### Provided information
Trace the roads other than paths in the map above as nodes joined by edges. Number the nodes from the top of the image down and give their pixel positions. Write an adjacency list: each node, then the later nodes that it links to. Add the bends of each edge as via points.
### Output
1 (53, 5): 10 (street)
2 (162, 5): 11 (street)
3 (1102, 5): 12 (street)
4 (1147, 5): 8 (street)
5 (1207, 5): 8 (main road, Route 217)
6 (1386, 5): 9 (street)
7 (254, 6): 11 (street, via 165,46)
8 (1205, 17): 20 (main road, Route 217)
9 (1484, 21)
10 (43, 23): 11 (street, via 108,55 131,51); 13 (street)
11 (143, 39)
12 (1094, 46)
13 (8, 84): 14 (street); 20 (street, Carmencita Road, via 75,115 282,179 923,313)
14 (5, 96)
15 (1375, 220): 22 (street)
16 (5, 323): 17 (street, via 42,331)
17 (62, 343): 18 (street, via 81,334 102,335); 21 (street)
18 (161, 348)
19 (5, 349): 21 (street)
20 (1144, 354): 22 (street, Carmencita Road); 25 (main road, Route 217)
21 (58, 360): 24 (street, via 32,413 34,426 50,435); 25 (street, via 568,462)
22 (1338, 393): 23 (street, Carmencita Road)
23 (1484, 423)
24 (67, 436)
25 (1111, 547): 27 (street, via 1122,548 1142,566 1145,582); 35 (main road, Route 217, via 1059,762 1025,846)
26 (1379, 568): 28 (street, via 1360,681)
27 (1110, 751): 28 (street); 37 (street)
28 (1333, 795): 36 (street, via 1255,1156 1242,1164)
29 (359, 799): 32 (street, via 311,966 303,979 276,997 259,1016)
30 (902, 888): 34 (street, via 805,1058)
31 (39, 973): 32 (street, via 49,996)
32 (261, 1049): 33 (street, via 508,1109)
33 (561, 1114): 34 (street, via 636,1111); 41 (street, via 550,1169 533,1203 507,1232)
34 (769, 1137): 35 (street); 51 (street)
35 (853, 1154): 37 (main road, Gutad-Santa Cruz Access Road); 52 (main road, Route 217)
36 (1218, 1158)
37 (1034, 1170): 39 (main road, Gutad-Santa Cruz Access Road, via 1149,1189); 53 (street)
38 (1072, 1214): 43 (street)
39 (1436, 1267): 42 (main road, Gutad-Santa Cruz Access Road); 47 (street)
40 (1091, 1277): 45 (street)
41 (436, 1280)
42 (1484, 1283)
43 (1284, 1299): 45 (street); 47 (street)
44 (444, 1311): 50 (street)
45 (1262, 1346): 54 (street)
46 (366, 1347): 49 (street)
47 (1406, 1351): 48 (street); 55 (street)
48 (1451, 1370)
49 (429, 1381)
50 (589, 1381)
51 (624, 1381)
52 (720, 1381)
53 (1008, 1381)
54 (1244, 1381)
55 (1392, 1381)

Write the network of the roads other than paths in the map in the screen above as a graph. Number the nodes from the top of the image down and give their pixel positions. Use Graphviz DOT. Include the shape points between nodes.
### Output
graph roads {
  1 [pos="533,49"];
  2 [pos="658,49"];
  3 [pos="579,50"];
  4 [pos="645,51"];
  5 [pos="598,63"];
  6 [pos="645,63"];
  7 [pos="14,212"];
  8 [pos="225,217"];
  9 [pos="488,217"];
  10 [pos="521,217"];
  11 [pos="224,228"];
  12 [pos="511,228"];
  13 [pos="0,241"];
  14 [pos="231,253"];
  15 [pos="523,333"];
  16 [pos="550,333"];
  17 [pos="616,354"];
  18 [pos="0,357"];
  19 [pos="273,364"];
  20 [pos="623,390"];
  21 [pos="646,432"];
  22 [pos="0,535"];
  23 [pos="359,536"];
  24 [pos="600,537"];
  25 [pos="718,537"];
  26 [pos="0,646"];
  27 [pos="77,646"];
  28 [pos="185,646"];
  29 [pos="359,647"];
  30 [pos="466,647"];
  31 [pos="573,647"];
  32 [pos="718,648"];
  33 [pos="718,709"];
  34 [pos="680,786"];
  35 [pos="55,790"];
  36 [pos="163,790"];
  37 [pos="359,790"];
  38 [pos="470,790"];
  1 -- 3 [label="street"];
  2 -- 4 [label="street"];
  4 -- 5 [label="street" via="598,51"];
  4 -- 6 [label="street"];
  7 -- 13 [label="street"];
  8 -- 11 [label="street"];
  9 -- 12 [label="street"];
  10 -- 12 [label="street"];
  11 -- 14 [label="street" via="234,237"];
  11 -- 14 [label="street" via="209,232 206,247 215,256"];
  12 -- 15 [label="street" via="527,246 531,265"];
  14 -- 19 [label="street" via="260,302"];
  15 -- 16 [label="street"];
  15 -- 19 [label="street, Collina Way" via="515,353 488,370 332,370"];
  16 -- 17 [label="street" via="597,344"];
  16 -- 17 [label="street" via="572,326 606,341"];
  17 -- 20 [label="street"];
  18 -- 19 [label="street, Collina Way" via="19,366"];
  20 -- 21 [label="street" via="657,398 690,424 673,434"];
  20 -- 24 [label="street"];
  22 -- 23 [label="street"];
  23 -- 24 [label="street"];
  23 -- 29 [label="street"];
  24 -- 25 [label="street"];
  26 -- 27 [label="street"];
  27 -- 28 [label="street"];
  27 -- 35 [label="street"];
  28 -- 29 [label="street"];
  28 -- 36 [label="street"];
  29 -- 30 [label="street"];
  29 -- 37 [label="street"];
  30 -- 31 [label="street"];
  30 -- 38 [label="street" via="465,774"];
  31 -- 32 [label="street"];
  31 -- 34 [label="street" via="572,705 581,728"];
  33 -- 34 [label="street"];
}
######
Your instructions: Give the number of lines above in which the word "down" occurs, with nothing else.

Task result: 2